The answer appears to be, ‘it depends’.
This edition includes a report from Ukraine about what had to be done to enable payments during war. Digital payments have worked as a method of payment, allowing life and the economy to go on in Ukraine. But alongside cash.
The National Bank of Ukraine (NBU) has innovated to enable cash to continue to be an everyday payment method. Agile and flexible thinking and working has been needed, resulting in the cash cycle continuing to work with very few compromises.
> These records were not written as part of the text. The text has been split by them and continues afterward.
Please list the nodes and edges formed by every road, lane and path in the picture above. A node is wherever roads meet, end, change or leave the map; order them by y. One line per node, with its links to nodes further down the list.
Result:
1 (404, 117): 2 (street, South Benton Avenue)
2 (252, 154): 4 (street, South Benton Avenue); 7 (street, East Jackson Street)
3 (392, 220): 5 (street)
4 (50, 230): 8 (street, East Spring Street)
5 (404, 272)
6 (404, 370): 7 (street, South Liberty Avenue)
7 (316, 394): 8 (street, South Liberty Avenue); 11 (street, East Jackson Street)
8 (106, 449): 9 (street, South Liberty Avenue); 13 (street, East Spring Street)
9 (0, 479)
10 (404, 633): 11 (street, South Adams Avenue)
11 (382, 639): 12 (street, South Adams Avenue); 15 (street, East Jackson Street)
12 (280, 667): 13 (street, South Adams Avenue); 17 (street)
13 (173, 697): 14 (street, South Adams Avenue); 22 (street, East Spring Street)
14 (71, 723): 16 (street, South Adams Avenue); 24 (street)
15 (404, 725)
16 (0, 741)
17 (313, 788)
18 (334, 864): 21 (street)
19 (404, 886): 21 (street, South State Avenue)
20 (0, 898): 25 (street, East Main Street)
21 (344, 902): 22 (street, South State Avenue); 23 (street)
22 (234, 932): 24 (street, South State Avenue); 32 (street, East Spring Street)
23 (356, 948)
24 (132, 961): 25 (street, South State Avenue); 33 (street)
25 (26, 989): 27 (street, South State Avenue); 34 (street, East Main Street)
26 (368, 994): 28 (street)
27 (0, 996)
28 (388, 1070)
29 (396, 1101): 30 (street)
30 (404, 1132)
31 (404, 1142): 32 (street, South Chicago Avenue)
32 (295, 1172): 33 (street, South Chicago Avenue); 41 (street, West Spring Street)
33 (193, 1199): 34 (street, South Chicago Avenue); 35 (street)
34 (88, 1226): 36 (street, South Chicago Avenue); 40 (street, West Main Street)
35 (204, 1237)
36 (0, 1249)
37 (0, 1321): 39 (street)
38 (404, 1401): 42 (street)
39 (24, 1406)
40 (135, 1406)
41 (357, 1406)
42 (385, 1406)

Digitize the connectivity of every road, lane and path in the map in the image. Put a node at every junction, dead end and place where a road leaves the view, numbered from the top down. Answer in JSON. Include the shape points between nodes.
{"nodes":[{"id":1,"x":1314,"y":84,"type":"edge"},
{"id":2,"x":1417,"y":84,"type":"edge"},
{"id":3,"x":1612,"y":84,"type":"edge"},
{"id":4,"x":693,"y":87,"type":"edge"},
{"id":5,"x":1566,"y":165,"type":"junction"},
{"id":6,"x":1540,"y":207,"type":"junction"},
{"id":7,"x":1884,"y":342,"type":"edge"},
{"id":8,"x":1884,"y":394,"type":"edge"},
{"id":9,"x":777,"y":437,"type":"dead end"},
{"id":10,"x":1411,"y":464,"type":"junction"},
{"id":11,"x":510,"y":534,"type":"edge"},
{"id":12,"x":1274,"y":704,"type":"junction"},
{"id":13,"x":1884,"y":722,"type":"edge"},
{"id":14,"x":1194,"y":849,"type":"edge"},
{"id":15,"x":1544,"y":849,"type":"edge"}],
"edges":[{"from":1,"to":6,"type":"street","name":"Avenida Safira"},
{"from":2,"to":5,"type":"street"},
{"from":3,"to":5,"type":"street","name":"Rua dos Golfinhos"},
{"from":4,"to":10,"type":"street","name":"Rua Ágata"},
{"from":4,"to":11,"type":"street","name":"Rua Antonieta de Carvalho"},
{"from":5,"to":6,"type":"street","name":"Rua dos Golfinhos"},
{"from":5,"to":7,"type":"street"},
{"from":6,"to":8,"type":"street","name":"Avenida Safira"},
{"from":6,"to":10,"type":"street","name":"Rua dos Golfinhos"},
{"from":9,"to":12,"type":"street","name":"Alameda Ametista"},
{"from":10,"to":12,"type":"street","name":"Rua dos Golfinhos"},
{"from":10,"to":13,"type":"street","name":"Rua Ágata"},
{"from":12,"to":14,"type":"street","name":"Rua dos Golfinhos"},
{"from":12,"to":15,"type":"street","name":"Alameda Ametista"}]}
A key element has been maintaining the exchange rate. The National Bank of Poland (NBP) worked with the NBU to ensure that the 9.27 million refugees who entered Poland could change cash. Both central banks were clear that the acceptance and exchange of the Ukrainian currency was important to the belief in the Ukraine being a country.
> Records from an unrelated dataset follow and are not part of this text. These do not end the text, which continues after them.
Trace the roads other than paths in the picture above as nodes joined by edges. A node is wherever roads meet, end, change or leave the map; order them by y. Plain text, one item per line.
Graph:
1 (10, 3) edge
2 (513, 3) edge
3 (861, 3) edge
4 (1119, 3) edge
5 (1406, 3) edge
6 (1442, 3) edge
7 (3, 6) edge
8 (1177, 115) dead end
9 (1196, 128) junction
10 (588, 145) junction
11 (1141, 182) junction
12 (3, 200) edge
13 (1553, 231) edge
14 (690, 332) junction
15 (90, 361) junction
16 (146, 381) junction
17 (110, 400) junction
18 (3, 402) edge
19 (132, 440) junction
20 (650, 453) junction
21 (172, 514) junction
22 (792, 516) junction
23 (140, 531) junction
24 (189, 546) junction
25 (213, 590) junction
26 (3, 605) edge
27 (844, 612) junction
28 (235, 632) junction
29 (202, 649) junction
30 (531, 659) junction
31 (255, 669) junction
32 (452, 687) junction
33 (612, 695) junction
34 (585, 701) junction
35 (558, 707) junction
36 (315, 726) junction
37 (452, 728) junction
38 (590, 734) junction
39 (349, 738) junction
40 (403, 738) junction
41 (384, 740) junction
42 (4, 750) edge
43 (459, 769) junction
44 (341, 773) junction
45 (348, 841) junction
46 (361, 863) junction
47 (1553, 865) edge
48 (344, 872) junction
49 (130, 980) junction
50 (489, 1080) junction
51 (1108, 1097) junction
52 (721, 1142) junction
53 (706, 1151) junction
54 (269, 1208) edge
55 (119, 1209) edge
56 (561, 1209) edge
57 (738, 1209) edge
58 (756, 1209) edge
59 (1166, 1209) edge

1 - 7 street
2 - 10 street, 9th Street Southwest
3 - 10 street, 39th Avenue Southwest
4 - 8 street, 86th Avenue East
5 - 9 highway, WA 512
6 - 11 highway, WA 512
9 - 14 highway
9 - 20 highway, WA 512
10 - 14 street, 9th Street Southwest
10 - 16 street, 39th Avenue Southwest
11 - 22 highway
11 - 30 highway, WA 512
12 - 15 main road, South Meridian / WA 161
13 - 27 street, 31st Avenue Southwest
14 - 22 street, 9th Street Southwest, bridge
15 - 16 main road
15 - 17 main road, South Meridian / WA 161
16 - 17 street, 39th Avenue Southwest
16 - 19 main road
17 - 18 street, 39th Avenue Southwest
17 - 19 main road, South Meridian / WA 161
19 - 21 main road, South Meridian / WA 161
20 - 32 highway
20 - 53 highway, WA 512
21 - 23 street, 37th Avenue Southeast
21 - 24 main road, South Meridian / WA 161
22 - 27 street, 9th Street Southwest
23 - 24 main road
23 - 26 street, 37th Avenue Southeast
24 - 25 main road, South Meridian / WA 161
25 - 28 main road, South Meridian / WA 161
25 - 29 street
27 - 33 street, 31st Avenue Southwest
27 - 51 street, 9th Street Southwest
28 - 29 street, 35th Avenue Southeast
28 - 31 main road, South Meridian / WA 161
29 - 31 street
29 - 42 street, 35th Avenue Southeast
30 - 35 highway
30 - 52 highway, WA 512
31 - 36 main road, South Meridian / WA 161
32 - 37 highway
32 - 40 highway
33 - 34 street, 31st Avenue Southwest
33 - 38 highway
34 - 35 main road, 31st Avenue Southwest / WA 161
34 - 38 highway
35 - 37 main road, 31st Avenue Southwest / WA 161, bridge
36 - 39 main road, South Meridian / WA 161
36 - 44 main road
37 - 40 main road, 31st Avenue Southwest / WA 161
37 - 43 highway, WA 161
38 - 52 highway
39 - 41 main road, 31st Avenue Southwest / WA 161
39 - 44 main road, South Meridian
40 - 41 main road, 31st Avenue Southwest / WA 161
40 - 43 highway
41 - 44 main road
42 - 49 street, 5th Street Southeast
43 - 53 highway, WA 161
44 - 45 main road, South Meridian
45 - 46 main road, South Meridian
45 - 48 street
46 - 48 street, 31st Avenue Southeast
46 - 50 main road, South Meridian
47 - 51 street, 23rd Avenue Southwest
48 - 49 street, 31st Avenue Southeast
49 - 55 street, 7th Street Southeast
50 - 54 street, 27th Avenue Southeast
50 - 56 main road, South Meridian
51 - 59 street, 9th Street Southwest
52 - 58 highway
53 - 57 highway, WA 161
The Lebanese story is also about a country which experienced a series of devastating shocks that turned it almost overnight back to being an entirely cash based economy.
Digital payments were not viable, primarily because of issues of trust. Only cash maintained confidence and then only because the central bank took drastic, but necessary, steps.
At the heart of the solution was maintaining the value of the currency so that people would return cash to the cash cycle.
In March 2019, the Dutch National Bank’s Igo Boerrigter published his Masters’ thesis ‘Designing for the Continued Support of Cash’. In it he covered what happens in the event of a failure of digital communications due to a communication outage, however caused.
He showed that, as the digital payment communication down time extends, the response of individuals, small groups, large groups and society changes. The length of time cash can usefully bridge the gap until digital payments returns is really very short given the limited resupply ability of the cash infrastructure, assuming the outage even allows cash issuance and movement.
Currency News™ ran the article the ‘Role of Next-Gen ATMs in Disaster Recovery’ last month by James Shepherd-Barron, a disaster recovery consultant, who makes the case for cash being given to refugees rather than aid in kind, vouchers or digital payments.
His argument is that cash gives social protection to individuals. People have dignity, choice and the ability to make decisions. It allows them to take charge of their lives again in a way that other forms don’t.
Germany is famous for its love of cash. It is, therefore, perhaps no surprise that the Bundesbank has run a ‘Cash in Crisis’ event dedicated to updating Germany’s ability to respond to a crisis. This month’s edition covers Germany’s BASIC and CARE projects, which aim to ensure stakeholders in Germany’s cash cycle have robust, joined-up plans ready for future emergencies.
It is striking both how ‘obvious’ many of the actions are, and that they aren’t currently in place. Clearly the messages from Ukraine are driving much needed thinking and action.
The frequency and range of crises seem to be increasing and no society is immune to possible disruption to their payments systems. In many scenarios the digital payment system is not the answer, but perhaps the war in Ukraine demonstrates that it is unlikely to be a binary choice between cash and digital options.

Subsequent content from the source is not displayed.